"""

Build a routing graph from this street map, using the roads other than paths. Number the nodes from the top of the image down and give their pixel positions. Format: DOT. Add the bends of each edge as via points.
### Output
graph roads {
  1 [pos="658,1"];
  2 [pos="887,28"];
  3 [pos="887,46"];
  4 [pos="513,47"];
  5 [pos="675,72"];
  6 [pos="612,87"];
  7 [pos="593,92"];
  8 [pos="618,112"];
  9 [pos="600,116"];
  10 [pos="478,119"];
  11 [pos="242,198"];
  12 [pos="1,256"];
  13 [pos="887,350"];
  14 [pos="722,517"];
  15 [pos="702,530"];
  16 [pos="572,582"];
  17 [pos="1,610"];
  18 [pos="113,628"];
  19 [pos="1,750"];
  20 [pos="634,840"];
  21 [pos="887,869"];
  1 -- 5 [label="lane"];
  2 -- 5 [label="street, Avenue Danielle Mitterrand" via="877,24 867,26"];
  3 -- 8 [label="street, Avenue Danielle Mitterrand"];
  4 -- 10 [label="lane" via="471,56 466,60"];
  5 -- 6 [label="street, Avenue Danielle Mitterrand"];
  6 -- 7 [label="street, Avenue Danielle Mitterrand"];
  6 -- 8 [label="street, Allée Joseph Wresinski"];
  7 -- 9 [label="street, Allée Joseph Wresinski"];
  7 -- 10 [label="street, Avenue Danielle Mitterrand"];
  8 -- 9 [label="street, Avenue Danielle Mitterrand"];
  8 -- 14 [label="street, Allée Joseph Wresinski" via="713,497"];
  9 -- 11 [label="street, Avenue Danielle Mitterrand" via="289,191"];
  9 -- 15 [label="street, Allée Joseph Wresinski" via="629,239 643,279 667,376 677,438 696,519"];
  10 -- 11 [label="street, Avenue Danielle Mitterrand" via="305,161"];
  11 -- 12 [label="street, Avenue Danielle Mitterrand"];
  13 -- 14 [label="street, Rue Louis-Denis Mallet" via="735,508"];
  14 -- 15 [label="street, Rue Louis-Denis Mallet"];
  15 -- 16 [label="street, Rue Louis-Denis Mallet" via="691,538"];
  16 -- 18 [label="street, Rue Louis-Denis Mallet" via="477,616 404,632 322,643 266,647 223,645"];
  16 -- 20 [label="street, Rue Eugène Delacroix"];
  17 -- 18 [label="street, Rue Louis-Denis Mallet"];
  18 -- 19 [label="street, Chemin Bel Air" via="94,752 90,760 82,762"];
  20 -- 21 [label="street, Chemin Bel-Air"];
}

"""
"""

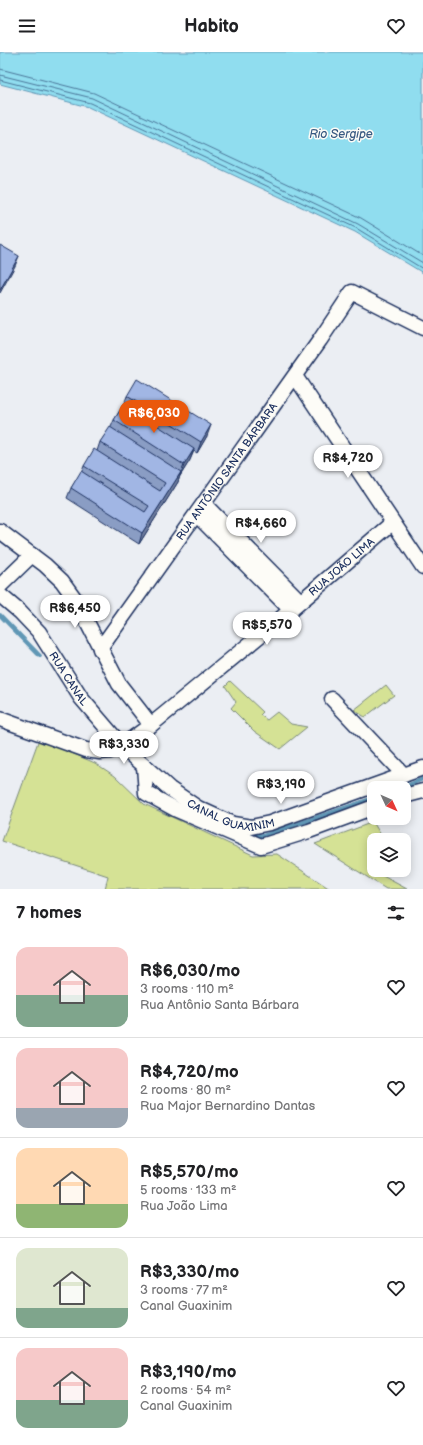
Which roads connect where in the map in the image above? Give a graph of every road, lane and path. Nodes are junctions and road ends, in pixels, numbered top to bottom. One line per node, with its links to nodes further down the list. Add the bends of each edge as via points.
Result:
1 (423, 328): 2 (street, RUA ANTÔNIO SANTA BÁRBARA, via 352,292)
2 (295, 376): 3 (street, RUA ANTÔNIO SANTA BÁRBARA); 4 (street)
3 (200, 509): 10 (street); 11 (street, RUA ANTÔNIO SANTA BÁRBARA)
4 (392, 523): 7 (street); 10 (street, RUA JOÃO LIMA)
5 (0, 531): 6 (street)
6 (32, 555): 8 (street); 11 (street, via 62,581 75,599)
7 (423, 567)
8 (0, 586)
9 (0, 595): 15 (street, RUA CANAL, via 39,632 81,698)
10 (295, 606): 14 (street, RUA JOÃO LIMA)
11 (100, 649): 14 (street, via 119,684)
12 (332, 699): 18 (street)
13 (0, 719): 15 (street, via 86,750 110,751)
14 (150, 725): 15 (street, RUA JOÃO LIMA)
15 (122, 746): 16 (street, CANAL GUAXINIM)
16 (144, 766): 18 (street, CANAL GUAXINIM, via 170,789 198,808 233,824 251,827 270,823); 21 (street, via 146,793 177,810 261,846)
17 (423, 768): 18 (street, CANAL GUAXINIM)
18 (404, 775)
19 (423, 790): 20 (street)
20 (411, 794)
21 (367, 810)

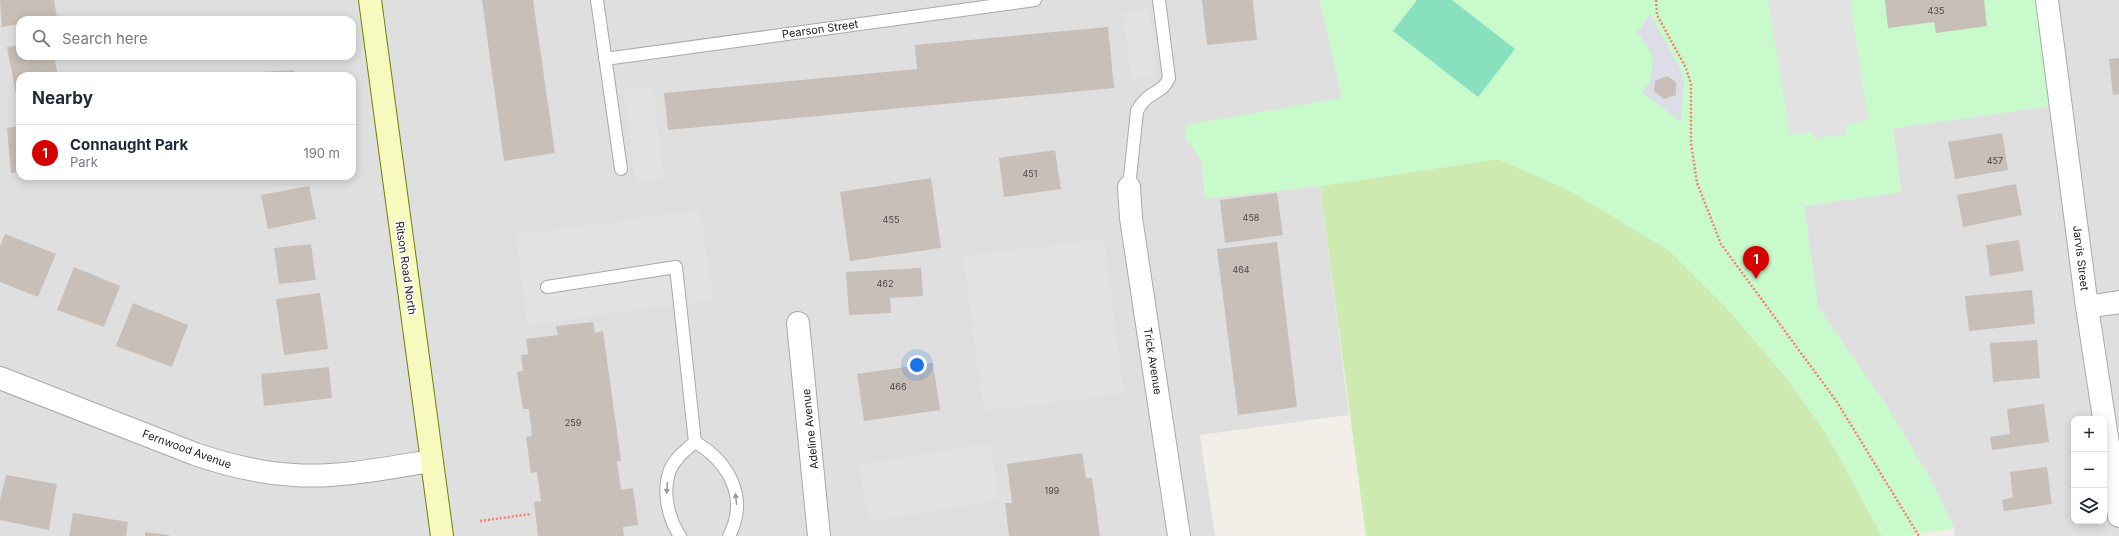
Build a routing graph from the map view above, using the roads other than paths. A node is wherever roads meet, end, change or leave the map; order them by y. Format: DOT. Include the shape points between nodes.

"""

# PROBLEM TO SOLVE
Every line of the listing that holds the word "bends" is to be found and copied.

# SOLVED PROBLEM
Build a routing graph from this street map, using the roads other than paths. Number the nodes from the top of the image down and give their pixel positions. Format: DOT. Add the bends of each edge as via points.
Which roads connect where in the map in the image above? Give a graph of every road, lane and path. Nodes are junctions and road ends, in pixels, numbered top to bottom. One line per node, with its links to nodes further down the list. Add the bends of each edge as via points.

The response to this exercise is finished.